AIM OF THE TASK:
Could you give the records below again exactly, without the pictures?

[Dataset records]
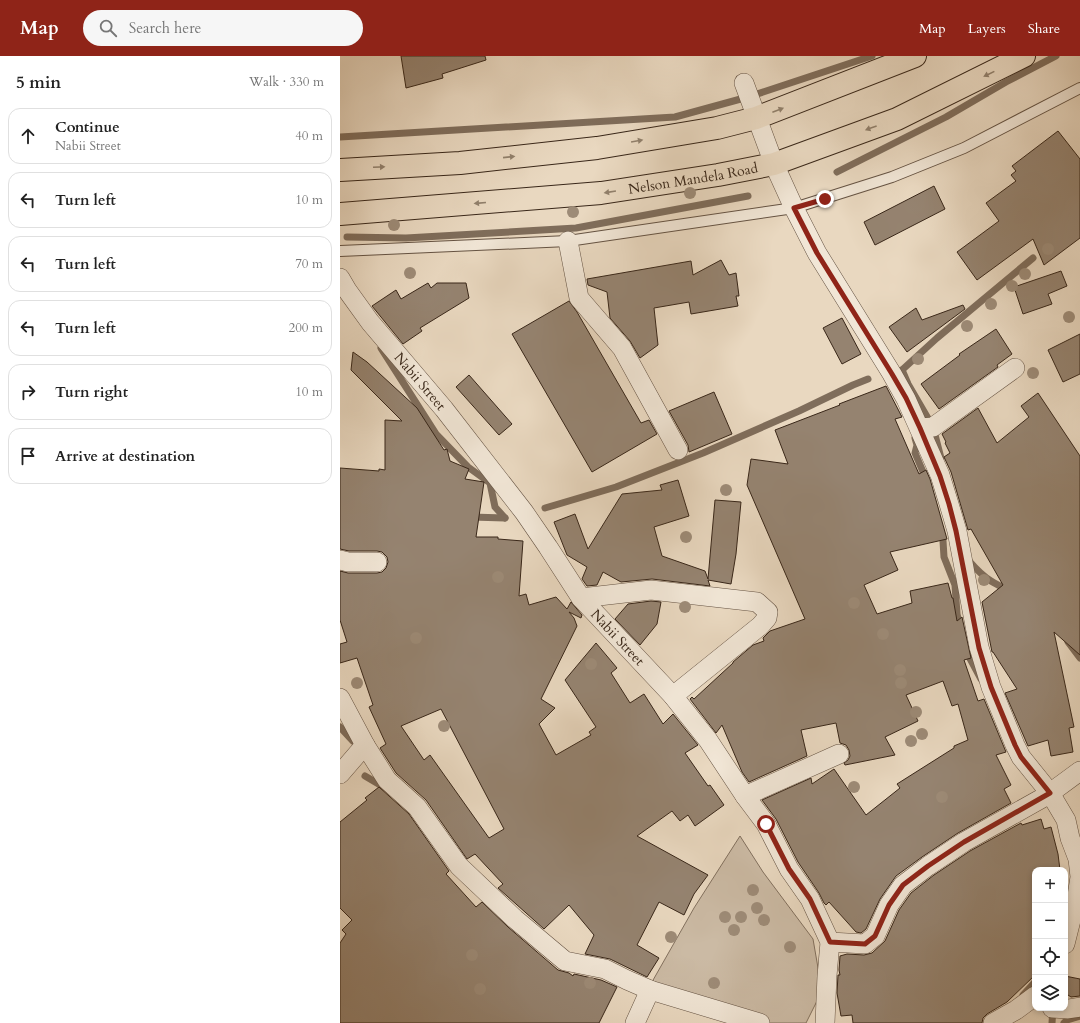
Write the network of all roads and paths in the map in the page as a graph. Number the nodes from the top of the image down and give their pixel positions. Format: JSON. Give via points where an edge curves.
{"nodes":[{"id":1,"x":915,"y":56,"type":"edge"},
{"id":2,"x":1024,"y":56,"type":"edge"},
{"id":3,"x":744,"y":83,"type":"dead end"},
{"id":4,"x":1080,"y":88,"type":"edge"},
{"id":5,"x":756,"y":118,"type":"junction"},
{"id":6,"x":774,"y":164,"type":"junction"},
{"id":7,"x":340,"y":170,"type":"edge"},
{"id":8,"x":794,"y":208,"type":"junction"},
{"id":9,"x":340,"y":214,"type":"edge"},
{"id":10,"x":568,"y":240,"type":"junction"},
{"id":11,"x":340,"y":251,"type":"edge"},
{"id":12,"x":340,"y":278,"type":"edge"},
{"id":13,"x":1015,"y":368,"type":"dead end"},
{"id":14,"x":920,"y":428,"type":"junction"},
{"id":15,"x":678,"y":450,"type":"dead end"},
{"id":16,"x":340,"y":560,"type":"edge"},
{"id":17,"x":377,"y":562,"type":"dead end"},
{"id":18,"x":581,"y":598,"type":"junction"},
{"id":19,"x":673,"y":696,"type":"junction"},
{"id":20,"x":340,"y":698,"type":"edge"},
{"id":21,"x":365,"y":745,"type":"junction"},
{"id":22,"x":839,"y":754,"type":"dead end"},
{"id":23,"x":1080,"y":771,"type":"edge"},
{"id":24,"x":340,"y":774,"type":"edge"},
{"id":25,"x":1050,"y":793,"type":"junction"},
{"id":26,"x":745,"y":796,"type":"junction"},
{"id":27,"x":1080,"y":877,"type":"edge"},
{"id":28,"x":1066,"y":939,"type":"edge"},
{"id":29,"x":830,"y":942,"type":"junction"},
{"id":30,"x":650,"y":990,"type":"junction"},
{"id":31,"x":1032,"y":998,"type":"edge"},
{"id":32,"x":1080,"y":1006,"type":"edge"},
{"id":33,"x":1068,"y":1009,"type":"edge"},
{"id":34,"x":1045,"y":1011,"type":"edge"},
{"id":35,"x":635,"y":1023,"type":"edge"},
{"id":36,"x":760,"y":1023,"type":"edge"},
{"id":37,"x":825,"y":1023,"type":"edge"},
{"id":38,"x":993,"y":1023,"type":"edge"},
{"id":39,"x":1045,"y":1023,"type":"edge"}],
"edges":[{"from":5,"to":1,"type":"main road","one_way":true},
{"from":2,"to":6,"type":"main road","name":"Nelson Mandela Road","one_way":true,"via":[[898,119]]},
{"from":3,"to":5,"type":"street"},
{"from":4,"to":8,"type":"lane","via":[[964,148],[892,177]]},
{"from":5,"to":6,"type":"street"},
{"from":7,"to":5,"type":"main road","one_way":true,"via":[[460,162],[597,148],[717,128]]},
{"from":6,"to":8,"type":"street"},
{"from":6,"to":9,"type":"main road","name":"Nelson Mandela Road","one_way":true,"via":[[601,193]]},
{"from":8,"to":10,"type":"lane"},
{"from":8,"to":14,"type":"street","via":[[817,253],[906,398]]},
{"from":10,"to":11,"type":"lane"},
{"from":10,"to":15,"type":"street","via":[[579,298],[622,348]]},
{"from":12,"to":18,"type":"street","name":"Nabii Street","via":[[370,322],[444,409],[524,512]]},
{"from":13,"to":14,"type":"street","via":[[932,427]]},
{"from":14,"to":25,"type":"street","via":[[949,504],[979,648],[991,687],[1021,757]]},
{"from":16,"to":17,"type":"street"},
{"from":18,"to":19,"type":"street","name":"Nabii Street"},
{"from":18,"to":19,"type":"street","via":[[651,590],[757,602],[768,612],[767,618],[760,626]]},
{"from":19,"to":26,"type":"street","name":"Nabii Street","via":[[708,740]]},
{"from":20,"to":21,"type":"street"},
{"from":21,"to":24,"type":"street"},
{"from":21,"to":30,"type":"street","via":[[387,780],[417,807],[459,866],[540,941],[565,961],[605,969]]},
{"from":22,"to":26,"type":"street"},
{"from":23,"to":25,"type":"street"},
{"from":25,"to":27,"type":"street","via":[[1066,820],[1078,859]]},
{"from":25,"to":29,"type":"street","via":[[964,842],[903,885],[889,905],[875,936],[865,944]]},
{"from":26,"to":29,"type":"street","name":"Nabii Street","via":[[766,824],[789,869],[810,899]]},
{"from":27,"to":28,"type":"street"},
{"from":29,"to":37,"type":"street","name":"Nabii Street"},
{"from":30,"to":35,"type":"street"},
{"from":30,"to":36,"type":"street"},
{"from":31,"to":38,"type":"street"},
{"from":32,"to":33,"type":"street"},
{"from":34,"to":39,"type":"street"}]}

OUTPUT:
Write the network of all roads and paths in the map in the page as a graph. Number the nodes from the top of the image down and give their pixel positions. Format: JSON. Give via points where an edge curves.
{"nodes":[{"id":1,"x":915,"y":56,"type":"edge"},
{"id":2,"x":1024,"y":56,"type":"edge"},
{"id":3,"x":744,"y":83,"type":"dead end"},
{"id":4,"x":1080,"y":88,"type":"edge"},
{"id":5,"x":756,"y":118,"type":"junction"},
{"id":6,"x":774,"y":164,"type":"junction"},
{"id":7,"x":340,"y":170,"type":"edge"},
{"id":8,"x":794,"y":208,"type":"junction"},
{"id":9,"x":340,"y":214,"type":"edge"},
{"id":10,"x":568,"y":240,"type":"junction"},
{"id":11,"x":340,"y":251,"type":"edge"},
{"id":12,"x":340,"y":278,"type":"edge"},
{"id":13,"x":1015,"y":368,"type":"dead end"},
{"id":14,"x":920,"y":428,"type":"junction"},
{"id":15,"x":678,"y":450,"type":"dead end"},
{"id":16,"x":340,"y":560,"type":"edge"},
{"id":17,"x":377,"y":562,"type":"dead end"},
{"id":18,"x":581,"y":598,"type":"junction"},
{"id":19,"x":673,"y":696,"type":"junction"},
{"id":20,"x":340,"y":698,"type":"edge"},
{"id":21,"x":365,"y":745,"type":"junction"},
{"id":22,"x":839,"y":754,"type":"dead end"},
{"id":23,"x":1080,"y":771,"type":"edge"},
{"id":24,"x":340,"y":774,"type":"edge"},
{"id":25,"x":1050,"y":793,"type":"junction"},
{"id":26,"x":745,"y":796,"type":"junction"},
{"id":27,"x":1080,"y":877,"type":"edge"},
{"id":28,"x":1066,"y":939,"type":"edge"},
{"id":29,"x":830,"y":942,"type":"junction"},
{"id":30,"x":650,"y":990,"type":"junction"},
{"id":31,"x":1032,"y":998,"type":"edge"},
{"id":32,"x":1080,"y":1006,"type":"edge"},
{"id":33,"x":1068,"y":1009,"type":"edge"},
{"id":34,"x":1045,"y":1011,"type":"edge"},
{"id":35,"x":635,"y":1023,"type":"edge"},
{"id":36,"x":760,"y":1023,"type":"edge"},
{"id":37,"x":825,"y":1023,"type":"edge"},
{"id":38,"x":993,"y":1023,"type":"edge"},
{"id":39,"x":1045,"y":1023,"type":"edge"}],
"edges":[{"from":5,"to":1,"type":"main road","one_way":true},
{"from":2,"to":6,"type":"main road","name":"Nelson Mandela Road","one_way":true,"via":[[898,119]]},
{"from":3,"to":5,"type":"street"},
{"from":4,"to":8,"type":"lane","via":[[964,148],[892,177]]},
{"from":5,"to":6,"type":"street"},
{"from":7,"to":5,"type":"main road","one_way":true,"via":[[460,162],[597,148],[717,128]]},
{"from":6,"to":8,"type":"street"},
{"from":6,"to":9,"type":"main road","name":"Nelson Mandela Road","one_way":true,"via":[[601,193]]},
{"from":8,"to":10,"type":"lane"},
{"from":8,"to":14,"type":"street","via":[[817,253],[906,398]]},
{"from":10,"to":11,"type":"lane"},
{"from":10,"to":15,"type":"street","via":[[579,298],[622,348]]},
{"from":12,"to":18,"type":"street","name":"Nabii Street","via":[[370,322],[444,409],[524,512]]},
{"from":13,"to":14,"type":"street","via":[[932,427]]},
{"from":14,"to":25,"type":"street","via":[[949,504],[979,648],[991,687],[1021,757]]},
{"from":16,"to":17,"type":"street"},
{"from":18,"to":19,"type":"street","name":"Nabii Street"},
{"from":18,"to":19,"type":"street","via":[[651,590],[757,602],[768,612],[767,618],[760,626]]},
{"from":19,"to":26,"type":"street","name":"Nabii Street","via":[[708,740]]},
{"from":20,"to":21,"type":"street"},
{"from":21,"to":24,"type":"street"},
{"from":21,"to":30,"type":"street","via":[[387,780],[417,807],[459,866],[540,941],[565,961],[605,969]]},
{"from":22,"to":26,"type":"street"},
{"from":23,"to":25,"type":"street"},
{"from":25,"to":27,"type":"street","via":[[1066,820],[1078,859]]},
{"from":25,"to":29,"type":"street","via":[[964,842],[903,885],[889,905],[875,936],[865,944]]},
{"from":26,"to":29,"type":"street","name":"Nabii Street","via":[[766,824],[789,869],[810,899]]},
{"from":27,"to":28,"type":"street"},
{"from":29,"to":37,"type":"street","name":"Nabii Street"},
{"from":30,"to":35,"type":"street"},
{"from":30,"to":36,"type":"street"},
{"from":31,"to":38,"type":"street"},
{"from":32,"to":33,"type":"street"},
{"from":34,"to":39,"type":"street"}]}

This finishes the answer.